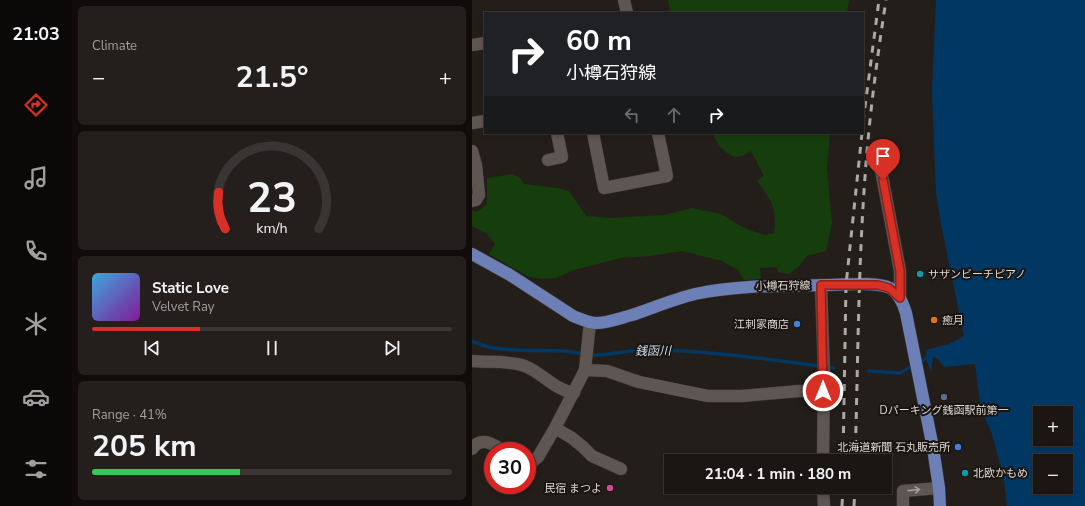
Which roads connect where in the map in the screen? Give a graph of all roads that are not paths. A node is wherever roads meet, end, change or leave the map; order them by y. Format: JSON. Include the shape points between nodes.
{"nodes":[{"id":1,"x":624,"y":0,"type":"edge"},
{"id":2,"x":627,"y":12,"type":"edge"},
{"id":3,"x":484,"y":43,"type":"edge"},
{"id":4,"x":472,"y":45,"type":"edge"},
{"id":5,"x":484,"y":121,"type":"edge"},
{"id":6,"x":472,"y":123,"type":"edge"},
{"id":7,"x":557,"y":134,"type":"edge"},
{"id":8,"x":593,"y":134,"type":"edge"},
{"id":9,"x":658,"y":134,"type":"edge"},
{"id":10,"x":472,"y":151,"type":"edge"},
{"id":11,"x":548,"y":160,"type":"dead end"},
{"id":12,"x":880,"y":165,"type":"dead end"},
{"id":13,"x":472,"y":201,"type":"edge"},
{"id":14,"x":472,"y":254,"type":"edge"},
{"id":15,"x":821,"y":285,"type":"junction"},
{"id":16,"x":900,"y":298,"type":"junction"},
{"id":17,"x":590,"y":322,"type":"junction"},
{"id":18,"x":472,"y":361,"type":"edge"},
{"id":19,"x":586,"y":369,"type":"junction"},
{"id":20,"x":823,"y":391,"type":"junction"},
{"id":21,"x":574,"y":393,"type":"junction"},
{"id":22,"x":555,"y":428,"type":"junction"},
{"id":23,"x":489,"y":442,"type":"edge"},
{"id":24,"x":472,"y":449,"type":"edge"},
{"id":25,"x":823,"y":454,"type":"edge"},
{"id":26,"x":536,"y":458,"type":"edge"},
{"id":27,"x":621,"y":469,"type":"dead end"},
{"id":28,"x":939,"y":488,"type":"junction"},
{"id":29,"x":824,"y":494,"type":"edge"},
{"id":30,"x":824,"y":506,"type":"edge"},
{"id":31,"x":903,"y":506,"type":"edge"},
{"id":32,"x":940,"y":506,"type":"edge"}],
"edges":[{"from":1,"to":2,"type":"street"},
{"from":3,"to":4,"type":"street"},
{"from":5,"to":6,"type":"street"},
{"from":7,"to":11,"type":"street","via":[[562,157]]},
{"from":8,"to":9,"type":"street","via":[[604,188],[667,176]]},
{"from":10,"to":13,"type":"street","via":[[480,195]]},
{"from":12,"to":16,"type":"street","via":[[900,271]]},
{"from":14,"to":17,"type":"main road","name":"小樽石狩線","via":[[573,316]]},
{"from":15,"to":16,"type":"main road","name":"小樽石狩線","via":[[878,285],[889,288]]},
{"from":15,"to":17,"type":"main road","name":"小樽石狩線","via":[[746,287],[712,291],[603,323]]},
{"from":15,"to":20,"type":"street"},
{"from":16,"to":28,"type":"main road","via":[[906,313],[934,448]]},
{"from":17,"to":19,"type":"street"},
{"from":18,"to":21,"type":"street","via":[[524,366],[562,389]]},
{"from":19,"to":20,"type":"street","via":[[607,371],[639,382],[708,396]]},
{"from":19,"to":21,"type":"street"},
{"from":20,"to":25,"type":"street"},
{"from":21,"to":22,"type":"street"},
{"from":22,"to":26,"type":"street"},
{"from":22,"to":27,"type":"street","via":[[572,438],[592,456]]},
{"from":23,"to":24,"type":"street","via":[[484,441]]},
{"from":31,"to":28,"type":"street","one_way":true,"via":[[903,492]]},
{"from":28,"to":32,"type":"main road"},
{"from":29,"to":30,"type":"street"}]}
= = = =
• _WHAT IS EXPECTED_
Omitting all pictures, copy the preceding entries without any alteration.

• _SOLUTION_
Which roads connect where in the map in the screen? Give a graph of all roads that are not paths. A node is wherever roads meet, end, change or leave the map; order them by y. Format: JSON. Include the shape points between nodes.
{"nodes":[{"id":1,"x":624,"y":0,"type":"edge"},
{"id":2,"x":627,"y":12,"type":"edge"},
{"id":3,"x":484,"y":43,"type":"edge"},
{"id":4,"x":472,"y":45,"type":"edge"},
{"id":5,"x":484,"y":121,"type":"edge"},
{"id":6,"x":472,"y":123,"type":"edge"},
{"id":7,"x":557,"y":134,"type":"edge"},
{"id":8,"x":593,"y":134,"type":"edge"},
{"id":9,"x":658,"y":134,"type":"edge"},
{"id":10,"x":472,"y":151,"type":"edge"},
{"id":11,"x":548,"y":160,"type":"dead end"},
{"id":12,"x":880,"y":165,"type":"dead end"},
{"id":13,"x":472,"y":201,"type":"edge"},
{"id":14,"x":472,"y":254,"type":"edge"},
{"id":15,"x":821,"y":285,"type":"junction"},
{"id":16,"x":900,"y":298,"type":"junction"},
{"id":17,"x":590,"y":322,"type":"junction"},
{"id":18,"x":472,"y":361,"type":"edge"},
{"id":19,"x":586,"y":369,"type":"junction"},
{"id":20,"x":823,"y":391,"type":"junction"},
{"id":21,"x":574,"y":393,"type":"junction"},
{"id":22,"x":555,"y":428,"type":"junction"},
{"id":23,"x":489,"y":442,"type":"edge"},
{"id":24,"x":472,"y":449,"type":"edge"},
{"id":25,"x":823,"y":454,"type":"edge"},
{"id":26,"x":536,"y":458,"type":"edge"},
{"id":27,"x":621,"y":469,"type":"dead end"},
{"id":28,"x":939,"y":488,"type":"junction"},
{"id":29,"x":824,"y":494,"type":"edge"},
{"id":30,"x":824,"y":506,"type":"edge"},
{"id":31,"x":903,"y":506,"type":"edge"},
{"id":32,"x":940,"y":506,"type":"edge"}],
"edges":[{"from":1,"to":2,"type":"street"},
{"from":3,"to":4,"type":"street"},
{"from":5,"to":6,"type":"street"},
{"from":7,"to":11,"type":"street","via":[[562,157]]},
{"from":8,"to":9,"type":"street","via":[[604,188],[667,176]]},
{"from":10,"to":13,"type":"street","via":[[480,195]]},
{"from":12,"to":16,"type":"street","via":[[900,271]]},
{"from":14,"to":17,"type":"main road","name":"小樽石狩線","via":[[573,316]]},
{"from":15,"to":16,"type":"main road","name":"小樽石狩線","via":[[878,285],[889,288]]},
{"from":15,"to":17,"type":"main road","name":"小樽石狩線","via":[[746,287],[712,291],[603,323]]},
{"from":15,"to":20,"type":"street"},
{"from":16,"to":28,"type":"main road","via":[[906,313],[934,448]]},
{"from":17,"to":19,"type":"street"},
{"from":18,"to":21,"type":"street","via":[[524,366],[562,389]]},
{"from":19,"to":20,"type":"street","via":[[607,371],[639,382],[708,396]]},
{"from":19,"to":21,"type":"street"},
{"from":20,"to":25,"type":"street"},
{"from":21,"to":22,"type":"street"},
{"from":22,"to":26,"type":"street"},
{"from":22,"to":27,"type":"street","via":[[572,438],[592,456]]},
{"from":23,"to":24,"type":"street","via":[[484,441]]},
{"from":31,"to":28,"type":"street","one_way":true,"via":[[903,492]]},
{"from":28,"to":32,"type":"main road"},
{"from":29,"to":30,"type":"street"}]}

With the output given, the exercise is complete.